Task requirements: Repeat the listing that comes next, leaving nothing out and changing nothing.

Records for this exercise:

■ ■ ■ ■ ■

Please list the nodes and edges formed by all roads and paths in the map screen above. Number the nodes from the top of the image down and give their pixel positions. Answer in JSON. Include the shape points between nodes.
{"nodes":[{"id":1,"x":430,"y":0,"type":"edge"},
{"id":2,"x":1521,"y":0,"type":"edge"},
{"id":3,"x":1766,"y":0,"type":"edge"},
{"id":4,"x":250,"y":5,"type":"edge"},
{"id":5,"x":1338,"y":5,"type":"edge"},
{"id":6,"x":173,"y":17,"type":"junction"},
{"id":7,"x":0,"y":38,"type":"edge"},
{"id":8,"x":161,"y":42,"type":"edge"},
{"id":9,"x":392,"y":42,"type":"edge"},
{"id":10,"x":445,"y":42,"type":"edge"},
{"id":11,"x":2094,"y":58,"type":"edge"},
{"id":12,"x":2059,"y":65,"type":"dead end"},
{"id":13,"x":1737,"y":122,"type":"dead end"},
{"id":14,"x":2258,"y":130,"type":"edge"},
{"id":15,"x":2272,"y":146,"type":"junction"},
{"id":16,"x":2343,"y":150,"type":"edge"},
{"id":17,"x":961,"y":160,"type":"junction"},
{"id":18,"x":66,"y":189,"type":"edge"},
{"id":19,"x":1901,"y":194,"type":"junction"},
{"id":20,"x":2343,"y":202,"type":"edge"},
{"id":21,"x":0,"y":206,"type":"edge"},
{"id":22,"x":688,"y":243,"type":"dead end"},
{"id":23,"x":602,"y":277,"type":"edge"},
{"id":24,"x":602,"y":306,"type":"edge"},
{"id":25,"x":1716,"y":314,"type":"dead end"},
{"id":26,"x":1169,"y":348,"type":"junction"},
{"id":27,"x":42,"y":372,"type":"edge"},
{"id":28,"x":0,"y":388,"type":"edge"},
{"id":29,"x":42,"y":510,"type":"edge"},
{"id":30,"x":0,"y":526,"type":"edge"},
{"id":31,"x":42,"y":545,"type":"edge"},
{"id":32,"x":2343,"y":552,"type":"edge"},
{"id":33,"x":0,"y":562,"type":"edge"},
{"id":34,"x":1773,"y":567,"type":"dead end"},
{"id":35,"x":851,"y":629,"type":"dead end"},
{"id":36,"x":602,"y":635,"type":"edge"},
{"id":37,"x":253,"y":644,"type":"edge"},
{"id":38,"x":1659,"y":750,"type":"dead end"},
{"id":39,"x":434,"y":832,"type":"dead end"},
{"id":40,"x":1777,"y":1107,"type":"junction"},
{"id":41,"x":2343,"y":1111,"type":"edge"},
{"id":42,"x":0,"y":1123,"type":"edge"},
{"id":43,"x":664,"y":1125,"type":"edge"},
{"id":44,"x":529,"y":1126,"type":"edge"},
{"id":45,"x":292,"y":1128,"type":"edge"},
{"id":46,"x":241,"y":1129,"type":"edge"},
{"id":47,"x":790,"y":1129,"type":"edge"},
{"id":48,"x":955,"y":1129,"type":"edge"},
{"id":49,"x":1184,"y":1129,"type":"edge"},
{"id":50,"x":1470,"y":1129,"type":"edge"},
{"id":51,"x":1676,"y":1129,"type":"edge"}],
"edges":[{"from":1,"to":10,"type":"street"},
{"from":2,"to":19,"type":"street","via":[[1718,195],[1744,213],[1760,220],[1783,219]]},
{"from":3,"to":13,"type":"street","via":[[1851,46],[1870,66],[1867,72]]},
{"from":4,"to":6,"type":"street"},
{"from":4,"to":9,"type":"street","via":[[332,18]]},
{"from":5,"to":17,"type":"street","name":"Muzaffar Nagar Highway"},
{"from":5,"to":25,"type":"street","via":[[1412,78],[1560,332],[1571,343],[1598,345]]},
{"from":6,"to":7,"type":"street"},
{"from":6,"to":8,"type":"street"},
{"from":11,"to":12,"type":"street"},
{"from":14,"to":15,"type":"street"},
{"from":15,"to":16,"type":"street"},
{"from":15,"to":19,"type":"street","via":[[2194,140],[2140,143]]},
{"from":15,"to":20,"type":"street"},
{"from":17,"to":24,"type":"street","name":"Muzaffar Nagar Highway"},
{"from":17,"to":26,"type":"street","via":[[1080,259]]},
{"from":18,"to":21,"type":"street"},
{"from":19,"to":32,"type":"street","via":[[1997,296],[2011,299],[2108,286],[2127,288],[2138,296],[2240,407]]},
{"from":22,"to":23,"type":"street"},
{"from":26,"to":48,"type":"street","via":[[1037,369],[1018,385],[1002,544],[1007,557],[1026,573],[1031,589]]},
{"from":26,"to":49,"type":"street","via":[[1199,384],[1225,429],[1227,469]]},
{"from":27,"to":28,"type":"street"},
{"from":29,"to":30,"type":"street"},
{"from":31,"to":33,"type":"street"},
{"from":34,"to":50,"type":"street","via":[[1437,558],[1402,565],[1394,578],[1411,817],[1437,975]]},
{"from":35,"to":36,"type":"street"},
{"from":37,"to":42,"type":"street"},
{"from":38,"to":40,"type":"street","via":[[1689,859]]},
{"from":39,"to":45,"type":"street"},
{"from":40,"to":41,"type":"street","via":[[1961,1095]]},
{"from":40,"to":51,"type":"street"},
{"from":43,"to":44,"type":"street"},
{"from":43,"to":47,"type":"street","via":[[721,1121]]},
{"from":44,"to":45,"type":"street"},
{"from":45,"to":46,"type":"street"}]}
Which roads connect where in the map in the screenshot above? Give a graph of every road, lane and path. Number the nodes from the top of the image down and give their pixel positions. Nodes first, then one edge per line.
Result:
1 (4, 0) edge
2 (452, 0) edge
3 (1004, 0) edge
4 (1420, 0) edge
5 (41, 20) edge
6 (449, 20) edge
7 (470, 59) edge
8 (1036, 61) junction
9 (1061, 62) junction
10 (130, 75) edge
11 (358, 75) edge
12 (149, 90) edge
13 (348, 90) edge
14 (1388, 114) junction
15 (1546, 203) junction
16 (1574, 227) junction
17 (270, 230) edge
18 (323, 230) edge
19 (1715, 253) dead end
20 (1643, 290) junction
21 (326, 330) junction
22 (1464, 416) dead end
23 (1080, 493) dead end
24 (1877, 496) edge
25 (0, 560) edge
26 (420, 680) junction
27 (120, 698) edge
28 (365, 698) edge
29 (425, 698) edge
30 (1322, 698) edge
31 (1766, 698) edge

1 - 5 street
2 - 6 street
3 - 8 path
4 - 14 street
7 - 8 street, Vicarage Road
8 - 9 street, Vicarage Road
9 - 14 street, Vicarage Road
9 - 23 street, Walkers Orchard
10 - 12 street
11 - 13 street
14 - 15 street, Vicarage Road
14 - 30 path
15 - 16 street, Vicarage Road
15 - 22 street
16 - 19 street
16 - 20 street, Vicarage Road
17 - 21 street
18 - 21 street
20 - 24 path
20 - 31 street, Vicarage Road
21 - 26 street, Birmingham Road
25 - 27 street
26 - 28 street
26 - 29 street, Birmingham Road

■ ■ ■ ■ ■

Exercise output:
Please list the nodes and edges formed by all roads and paths in the map screen above. Number the nodes from the top of the image down and give their pixel positions. Answer in JSON. Include the shape points between nodes.
{"nodes":[{"id":1,"x":430,"y":0,"type":"edge"},
{"id":2,"x":1521,"y":0,"type":"edge"},
{"id":3,"x":1766,"y":0,"type":"edge"},
{"id":4,"x":250,"y":5,"type":"edge"},
{"id":5,"x":1338,"y":5,"type":"edge"},
{"id":6,"x":173,"y":17,"type":"junction"},
{"id":7,"x":0,"y":38,"type":"edge"},
{"id":8,"x":161,"y":42,"type":"edge"},
{"id":9,"x":392,"y":42,"type":"edge"},
{"id":10,"x":445,"y":42,"type":"edge"},
{"id":11,"x":2094,"y":58,"type":"edge"},
{"id":12,"x":2059,"y":65,"type":"dead end"},
{"id":13,"x":1737,"y":122,"type":"dead end"},
{"id":14,"x":2258,"y":130,"type":"edge"},
{"id":15,"x":2272,"y":146,"type":"junction"},
{"id":16,"x":2343,"y":150,"type":"edge"},
{"id":17,"x":961,"y":160,"type":"junction"},
{"id":18,"x":66,"y":189,"type":"edge"},
{"id":19,"x":1901,"y":194,"type":"junction"},
{"id":20,"x":2343,"y":202,"type":"edge"},
{"id":21,"x":0,"y":206,"type":"edge"},
{"id":22,"x":688,"y":243,"type":"dead end"},
{"id":23,"x":602,"y":277,"type":"edge"},
{"id":24,"x":602,"y":306,"type":"edge"},
{"id":25,"x":1716,"y":314,"type":"dead end"},
{"id":26,"x":1169,"y":348,"type":"junction"},
{"id":27,"x":42,"y":372,"type":"edge"},
{"id":28,"x":0,"y":388,"type":"edge"},
{"id":29,"x":42,"y":510,"type":"edge"},
{"id":30,"x":0,"y":526,"type":"edge"},
{"id":31,"x":42,"y":545,"type":"edge"},
{"id":32,"x":2343,"y":552,"type":"edge"},
{"id":33,"x":0,"y":562,"type":"edge"},
{"id":34,"x":1773,"y":567,"type":"dead end"},
{"id":35,"x":851,"y":629,"type":"dead end"},
{"id":36,"x":602,"y":635,"type":"edge"},
{"id":37,"x":253,"y":644,"type":"edge"},
{"id":38,"x":1659,"y":750,"type":"dead end"},
{"id":39,"x":434,"y":832,"type":"dead end"},
{"id":40,"x":1777,"y":1107,"type":"junction"},
{"id":41,"x":2343,"y":1111,"type":"edge"},
{"id":42,"x":0,"y":1123,"type":"edge"},
{"id":43,"x":664,"y":1125,"type":"edge"},
{"id":44,"x":529,"y":1126,"type":"edge"},
{"id":45,"x":292,"y":1128,"type":"edge"},
{"id":46,"x":241,"y":1129,"type":"edge"},
{"id":47,"x":790,"y":1129,"type":"edge"},
{"id":48,"x":955,"y":1129,"type":"edge"},
{"id":49,"x":1184,"y":1129,"type":"edge"},
{"id":50,"x":1470,"y":1129,"type":"edge"},
{"id":51,"x":1676,"y":1129,"type":"edge"}],
"edges":[{"from":1,"to":10,"type":"street"},
{"from":2,"to":19,"type":"street","via":[[1718,195],[1744,213],[1760,220],[1783,219]]},
{"from":3,"to":13,"type":"street","via":[[1851,46],[1870,66],[1867,72]]},
{"from":4,"to":6,"type":"street"},
{"from":4,"to":9,"type":"street","via":[[332,18]]},
{"from":5,"to":17,"type":"street","name":"Muzaffar Nagar Highway"},
{"from":5,"to":25,"type":"street","via":[[1412,78],[1560,332],[1571,343],[1598,345]]},
{"from":6,"to":7,"type":"street"},
{"from":6,"to":8,"type":"street"},
{"from":11,"to":12,"type":"street"},
{"from":14,"to":15,"type":"street"},
{"from":15,"to":16,"type":"street"},
{"from":15,"to":19,"type":"street","via":[[2194,140],[2140,143]]},
{"from":15,"to":20,"type":"street"},
{"from":17,"to":24,"type":"street","name":"Muzaffar Nagar Highway"},
{"from":17,"to":26,"type":"street","via":[[1080,259]]},
{"from":18,"to":21,"type":"street"},
{"from":19,"to":32,"type":"street","via":[[1997,296],[2011,299],[2108,286],[2127,288],[2138,296],[2240,407]]},
{"from":22,"to":23,"type":"street"},
{"from":26,"to":48,"type":"street","via":[[1037,369],[1018,385],[1002,544],[1007,557],[1026,573],[1031,589]]},
{"from":26,"to":49,"type":"street","via":[[1199,384],[1225,429],[1227,469]]},
{"from":27,"to":28,"type":"street"},
{"from":29,"to":30,"type":"street"},
{"from":31,"to":33,"type":"street"},
{"from":34,"to":50,"type":"street","via":[[1437,558],[1402,565],[1394,578],[1411,817],[1437,975]]},
{"from":35,"to":36,"type":"street"},
{"from":37,"to":42,"type":"street"},
{"from":38,"to":40,"type":"street","via":[[1689,859]]},
{"from":39,"to":45,"type":"street"},
{"from":40,"to":41,"type":"street","via":[[1961,1095]]},
{"from":40,"to":51,"type":"street"},
{"from":43,"to":44,"type":"street"},
{"from":43,"to":47,"type":"street","via":[[721,1121]]},
{"from":44,"to":45,"type":"street"},
{"from":45,"to":46,"type":"street"}]}
Which roads connect where in the map in the screenshot above? Give a graph of every road, lane and path. Number the nodes from the top of the image down and give their pixel positions. Nodes first, then one edge per line.
Result:
1 (4, 0) edge
2 (452, 0) edge
3 (1004, 0) edge
4 (1420, 0) edge
5 (41, 20) edge
6 (449, 20) edge
7 (470, 59) edge
8 (1036, 61) junction
9 (1061, 62) junction
10 (130, 75) edge
11 (358, 75) edge
12 (149, 90) edge
13 (348, 90) edge
14 (1388, 114) junction
15 (1546, 203) junction
16 (1574, 227) junction
17 (270, 230) edge
18 (323, 230) edge
19 (1715, 253) dead end
20 (1643, 290) junction
21 (326, 330) junction
22 (1464, 416) dead end
23 (1080, 493) dead end
24 (1877, 496) edge
25 (0, 560) edge
26 (420, 680) junction
27 (120, 698) edge
28 (365, 698) edge
29 (425, 698) edge
30 (1322, 698) edge
31 (1766, 698) edge

1 - 5 street
2 - 6 street
3 - 8 path
4 - 14 street
7 - 8 street, Vicarage Road
8 - 9 street, Vicarage Road
9 - 14 street, Vicarage Road
9 - 23 street, Walkers Orchard
10 - 12 street
11 - 13 street
14 - 15 street, Vicarage Road
14 - 30 path
15 - 16 street, Vicarage Road
15 - 22 street
16 - 19 street
16 - 20 street, Vicarage Road
17 - 21 street
18 - 21 street
20 - 24 path
20 - 31 street, Vicarage Road
21 - 26 street, Birmingham Road
25 - 27 street
26 - 28 street
26 - 29 street, Birmingham Road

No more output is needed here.